▶ **WORK INSTRUCTIONS**:
Select the lines of the records containing the word "highway" and list them.

▶ **MATERIALS PROVIDED**:
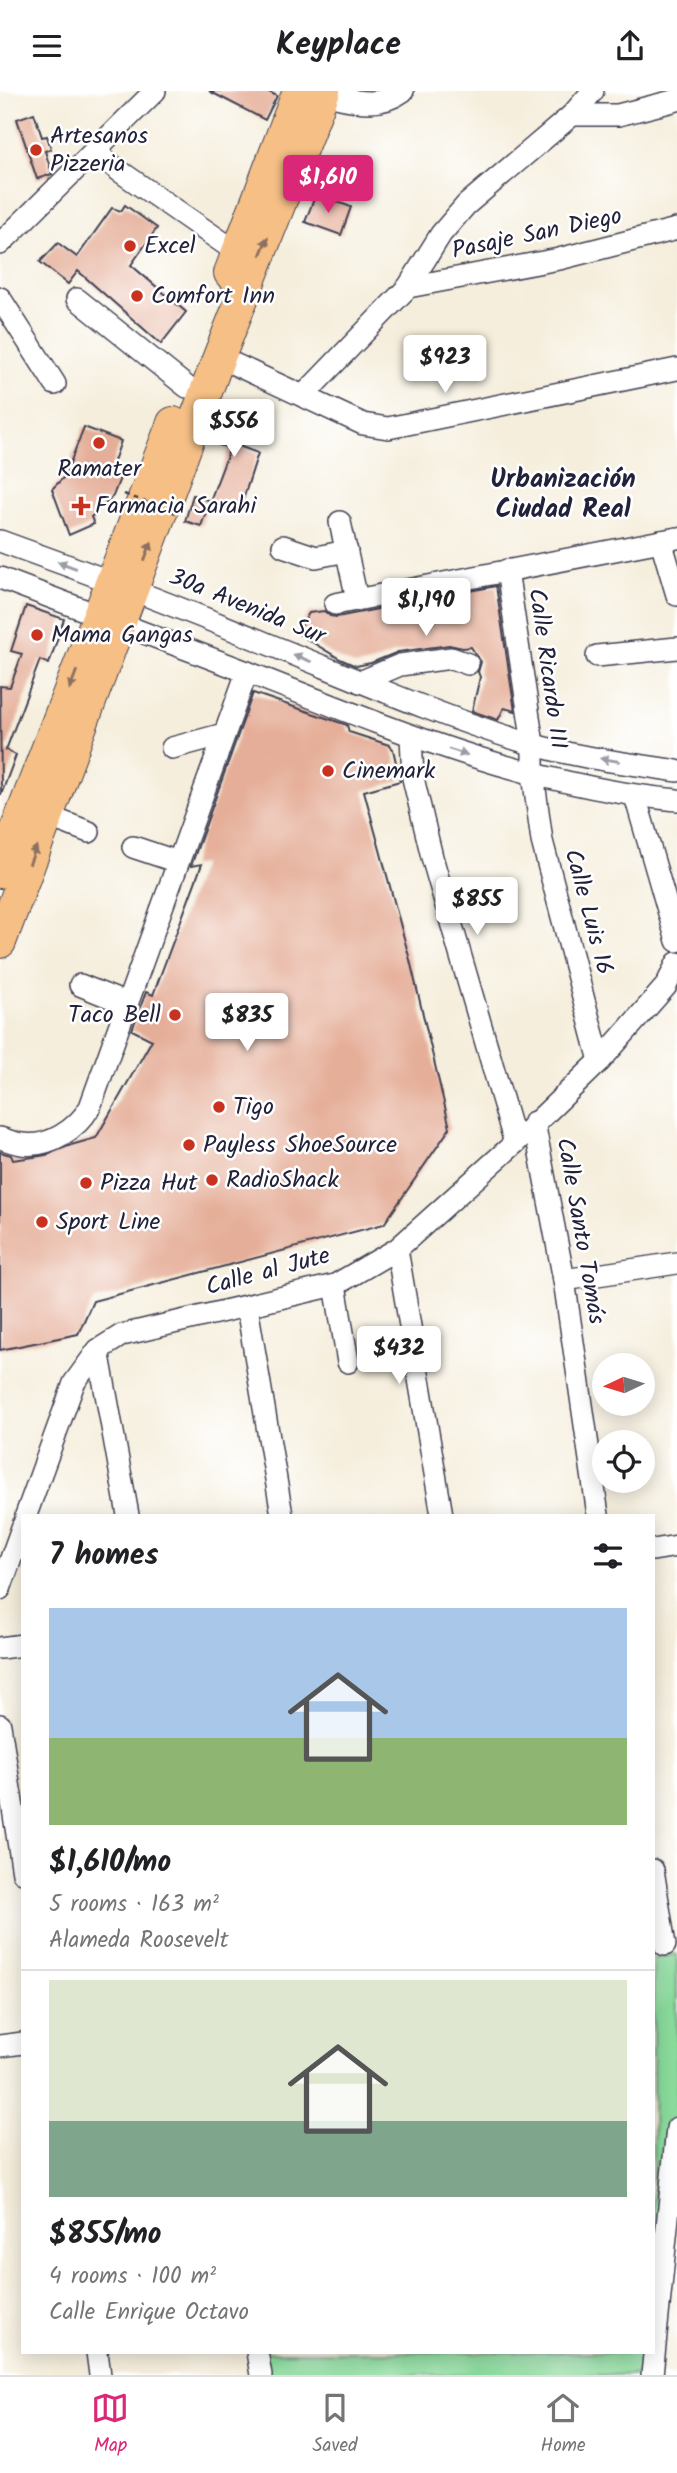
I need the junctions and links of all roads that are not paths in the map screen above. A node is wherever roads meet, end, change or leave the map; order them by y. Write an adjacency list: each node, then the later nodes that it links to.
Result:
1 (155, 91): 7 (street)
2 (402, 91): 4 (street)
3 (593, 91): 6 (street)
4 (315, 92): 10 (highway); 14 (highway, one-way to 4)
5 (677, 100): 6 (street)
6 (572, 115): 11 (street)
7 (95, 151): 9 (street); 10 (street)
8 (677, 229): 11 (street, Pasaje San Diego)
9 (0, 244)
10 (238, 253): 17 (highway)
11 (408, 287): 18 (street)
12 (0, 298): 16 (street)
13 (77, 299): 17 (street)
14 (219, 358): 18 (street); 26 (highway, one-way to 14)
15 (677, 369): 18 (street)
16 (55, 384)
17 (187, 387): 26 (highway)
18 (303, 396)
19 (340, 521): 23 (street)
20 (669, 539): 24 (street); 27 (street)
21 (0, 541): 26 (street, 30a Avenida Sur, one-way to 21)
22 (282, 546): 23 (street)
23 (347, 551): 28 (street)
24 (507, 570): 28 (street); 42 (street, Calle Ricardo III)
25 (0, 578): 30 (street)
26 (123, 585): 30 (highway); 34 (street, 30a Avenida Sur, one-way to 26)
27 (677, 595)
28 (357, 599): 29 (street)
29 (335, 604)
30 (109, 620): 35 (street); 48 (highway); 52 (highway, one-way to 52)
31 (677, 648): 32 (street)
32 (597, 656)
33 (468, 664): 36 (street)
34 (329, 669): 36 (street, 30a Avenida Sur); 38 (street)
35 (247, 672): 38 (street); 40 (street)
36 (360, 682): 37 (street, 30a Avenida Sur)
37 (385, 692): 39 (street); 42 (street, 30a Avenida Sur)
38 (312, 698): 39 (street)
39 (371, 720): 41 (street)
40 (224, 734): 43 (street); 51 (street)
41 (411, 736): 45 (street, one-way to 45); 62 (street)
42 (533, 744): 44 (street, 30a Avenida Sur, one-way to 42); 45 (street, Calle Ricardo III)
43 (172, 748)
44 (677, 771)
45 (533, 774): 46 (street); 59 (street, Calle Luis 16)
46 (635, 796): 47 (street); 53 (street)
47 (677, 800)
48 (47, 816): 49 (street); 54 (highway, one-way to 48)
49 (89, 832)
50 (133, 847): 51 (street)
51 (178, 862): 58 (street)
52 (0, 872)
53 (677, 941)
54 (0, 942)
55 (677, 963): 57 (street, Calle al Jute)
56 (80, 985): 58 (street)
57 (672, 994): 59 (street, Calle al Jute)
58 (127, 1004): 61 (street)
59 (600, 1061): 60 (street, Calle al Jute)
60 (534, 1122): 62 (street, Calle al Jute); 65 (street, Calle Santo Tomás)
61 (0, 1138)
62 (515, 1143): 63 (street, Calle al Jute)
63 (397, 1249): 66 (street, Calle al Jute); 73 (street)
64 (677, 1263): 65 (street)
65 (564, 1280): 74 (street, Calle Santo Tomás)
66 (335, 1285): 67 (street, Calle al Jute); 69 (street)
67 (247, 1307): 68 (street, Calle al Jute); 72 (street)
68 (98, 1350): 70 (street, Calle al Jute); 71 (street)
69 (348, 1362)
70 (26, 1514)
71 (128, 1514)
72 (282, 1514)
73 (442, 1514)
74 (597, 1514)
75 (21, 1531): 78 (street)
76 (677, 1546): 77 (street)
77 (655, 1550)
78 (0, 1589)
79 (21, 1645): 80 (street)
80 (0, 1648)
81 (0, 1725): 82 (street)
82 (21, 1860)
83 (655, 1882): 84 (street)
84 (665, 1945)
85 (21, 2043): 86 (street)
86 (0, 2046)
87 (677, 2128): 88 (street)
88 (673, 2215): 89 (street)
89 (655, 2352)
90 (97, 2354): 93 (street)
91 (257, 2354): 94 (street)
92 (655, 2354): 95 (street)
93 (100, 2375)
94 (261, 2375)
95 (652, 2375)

▶ **ANSWER TO THE PROBLEM**:
4 (315, 92): 10 (highway); 14 (highway, one-way to 4)
10 (238, 253): 17 (highway)
14 (219, 358): 18 (street); 26 (highway, one-way to 14)
17 (187, 387): 26 (highway)
26 (123, 585): 30 (highway); 34 (street, 30a Avenida Sur, one-way to 26)
30 (109, 620): 35 (street); 48 (highway); 52 (highway, one-way to 52)
48 (47, 816): 49 (street); 54 (highway, one-way to 48)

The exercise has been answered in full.